This Pattern we use for orchestration of these data flows is doing it for me, right? I just don't care. And importantly, it's doing it for you 'cause you don't care either, right? Is effectively we can make any change we want and the machine just takes care of it. So I think for me, that was the biggest value.

But think about the alternatives. So one of the core patterns we use, which you can talk about in another podcast, is this idea of context driven. So everything we do, every piece of logic is stored in a repository, and everything that needs to execute is hydrated or generated dynamically from that repository.

So what that means is when we make a change, we can dynamically regenerate those data flows versus the old way of doing it, which is we'd hold that context in one place and we'd have a physical instantiation of it as a set of dags, and now I have to sync it. After, like, I wanna change the rules. Okay, now I need to change the dag.

And those things used to always get outta sync. We're kinda like, that's not the way it's meant to work. Oh shit. There's this piece of code stored as a stored process somewhere. As part of that dag. Well, the dags were a stored process and that sinking problem used to be a real problem in the old patterns.

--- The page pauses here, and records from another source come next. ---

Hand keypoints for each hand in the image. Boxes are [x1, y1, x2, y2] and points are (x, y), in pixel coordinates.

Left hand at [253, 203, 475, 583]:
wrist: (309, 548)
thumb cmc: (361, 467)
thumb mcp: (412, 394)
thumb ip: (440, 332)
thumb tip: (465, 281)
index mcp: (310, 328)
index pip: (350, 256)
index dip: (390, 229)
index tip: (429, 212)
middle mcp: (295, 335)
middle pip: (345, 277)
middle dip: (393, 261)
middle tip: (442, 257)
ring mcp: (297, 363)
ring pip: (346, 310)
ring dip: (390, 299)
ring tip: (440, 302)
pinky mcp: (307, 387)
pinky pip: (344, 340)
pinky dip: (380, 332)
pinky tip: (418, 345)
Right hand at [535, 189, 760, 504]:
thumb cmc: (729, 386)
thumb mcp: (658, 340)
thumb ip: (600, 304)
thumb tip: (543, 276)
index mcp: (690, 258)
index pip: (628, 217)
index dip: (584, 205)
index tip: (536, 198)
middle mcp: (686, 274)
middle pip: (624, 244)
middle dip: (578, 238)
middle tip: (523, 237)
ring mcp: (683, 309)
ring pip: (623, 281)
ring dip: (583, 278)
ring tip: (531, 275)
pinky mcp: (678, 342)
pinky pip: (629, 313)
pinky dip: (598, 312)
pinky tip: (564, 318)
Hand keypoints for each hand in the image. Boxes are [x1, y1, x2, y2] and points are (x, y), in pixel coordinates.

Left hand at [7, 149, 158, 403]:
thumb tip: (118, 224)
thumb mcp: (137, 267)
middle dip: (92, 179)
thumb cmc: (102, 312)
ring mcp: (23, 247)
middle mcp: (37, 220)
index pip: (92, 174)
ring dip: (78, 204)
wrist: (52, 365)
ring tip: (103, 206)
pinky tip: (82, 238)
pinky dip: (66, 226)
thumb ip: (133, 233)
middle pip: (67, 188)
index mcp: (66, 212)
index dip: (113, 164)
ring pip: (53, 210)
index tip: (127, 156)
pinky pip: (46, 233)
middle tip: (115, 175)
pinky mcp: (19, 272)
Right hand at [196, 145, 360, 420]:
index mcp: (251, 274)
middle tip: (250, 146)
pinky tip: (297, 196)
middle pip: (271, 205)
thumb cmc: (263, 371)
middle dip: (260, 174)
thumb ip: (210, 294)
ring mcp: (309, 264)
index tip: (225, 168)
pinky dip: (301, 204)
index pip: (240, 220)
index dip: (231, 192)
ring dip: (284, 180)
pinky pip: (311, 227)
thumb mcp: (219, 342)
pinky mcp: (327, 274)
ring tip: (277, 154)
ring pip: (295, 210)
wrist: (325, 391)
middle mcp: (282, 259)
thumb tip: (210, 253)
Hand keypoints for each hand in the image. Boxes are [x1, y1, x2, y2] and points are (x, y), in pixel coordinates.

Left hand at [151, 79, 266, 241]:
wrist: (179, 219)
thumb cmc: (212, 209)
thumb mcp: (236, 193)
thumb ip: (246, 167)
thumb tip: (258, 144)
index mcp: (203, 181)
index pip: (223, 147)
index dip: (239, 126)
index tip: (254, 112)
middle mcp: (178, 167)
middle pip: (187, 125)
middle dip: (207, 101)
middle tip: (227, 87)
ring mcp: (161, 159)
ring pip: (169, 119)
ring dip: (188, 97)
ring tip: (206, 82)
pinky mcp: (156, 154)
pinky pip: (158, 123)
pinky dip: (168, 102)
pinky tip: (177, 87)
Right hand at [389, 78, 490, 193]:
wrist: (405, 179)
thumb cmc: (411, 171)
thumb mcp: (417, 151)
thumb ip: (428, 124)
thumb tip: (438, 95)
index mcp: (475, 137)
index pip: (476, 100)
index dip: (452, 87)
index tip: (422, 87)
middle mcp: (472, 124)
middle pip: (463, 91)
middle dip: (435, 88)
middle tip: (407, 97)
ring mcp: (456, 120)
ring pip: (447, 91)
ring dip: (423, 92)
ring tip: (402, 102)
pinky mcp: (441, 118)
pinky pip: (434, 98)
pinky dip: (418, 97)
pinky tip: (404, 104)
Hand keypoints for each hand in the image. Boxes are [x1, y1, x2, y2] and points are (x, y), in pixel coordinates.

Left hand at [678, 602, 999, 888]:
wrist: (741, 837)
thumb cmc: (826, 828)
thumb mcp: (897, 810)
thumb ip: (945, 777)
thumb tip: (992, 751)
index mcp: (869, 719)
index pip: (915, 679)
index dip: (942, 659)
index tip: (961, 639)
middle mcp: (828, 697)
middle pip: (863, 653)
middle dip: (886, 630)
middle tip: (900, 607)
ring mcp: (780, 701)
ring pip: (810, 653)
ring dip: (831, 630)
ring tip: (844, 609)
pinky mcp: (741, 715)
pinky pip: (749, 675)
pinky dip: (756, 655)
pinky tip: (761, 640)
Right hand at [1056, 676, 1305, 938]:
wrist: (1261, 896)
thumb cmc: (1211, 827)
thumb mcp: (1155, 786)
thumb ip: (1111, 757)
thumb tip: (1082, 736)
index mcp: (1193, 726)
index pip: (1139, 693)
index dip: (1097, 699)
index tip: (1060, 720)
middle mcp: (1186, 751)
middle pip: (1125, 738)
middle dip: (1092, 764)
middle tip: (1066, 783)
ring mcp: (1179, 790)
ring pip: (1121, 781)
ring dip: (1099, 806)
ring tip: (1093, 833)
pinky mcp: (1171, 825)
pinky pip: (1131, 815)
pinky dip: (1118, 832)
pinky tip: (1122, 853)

Nigel: Yeah. And even today, I occasionally. Struggle with consistent DAG deployment. If there's multiple people, engineers, developers, making changes in that space, you can effectively get a little bit of drift of what should be running and what's associated with other things. 'cause there's a little bit of change going on as commits are happening, whereas this way we effectively leave it to runtime and it's at runtime.

As an object loads, we look at what's next. So it's always the freshest piece of lineage or manifest that you can have for any object. It's always up to date because it's always doing a query back to our context layer to say, Hey, what's next? And then it starts next, and that's cool until that's finished.

So I like it for that because it takes care of itself.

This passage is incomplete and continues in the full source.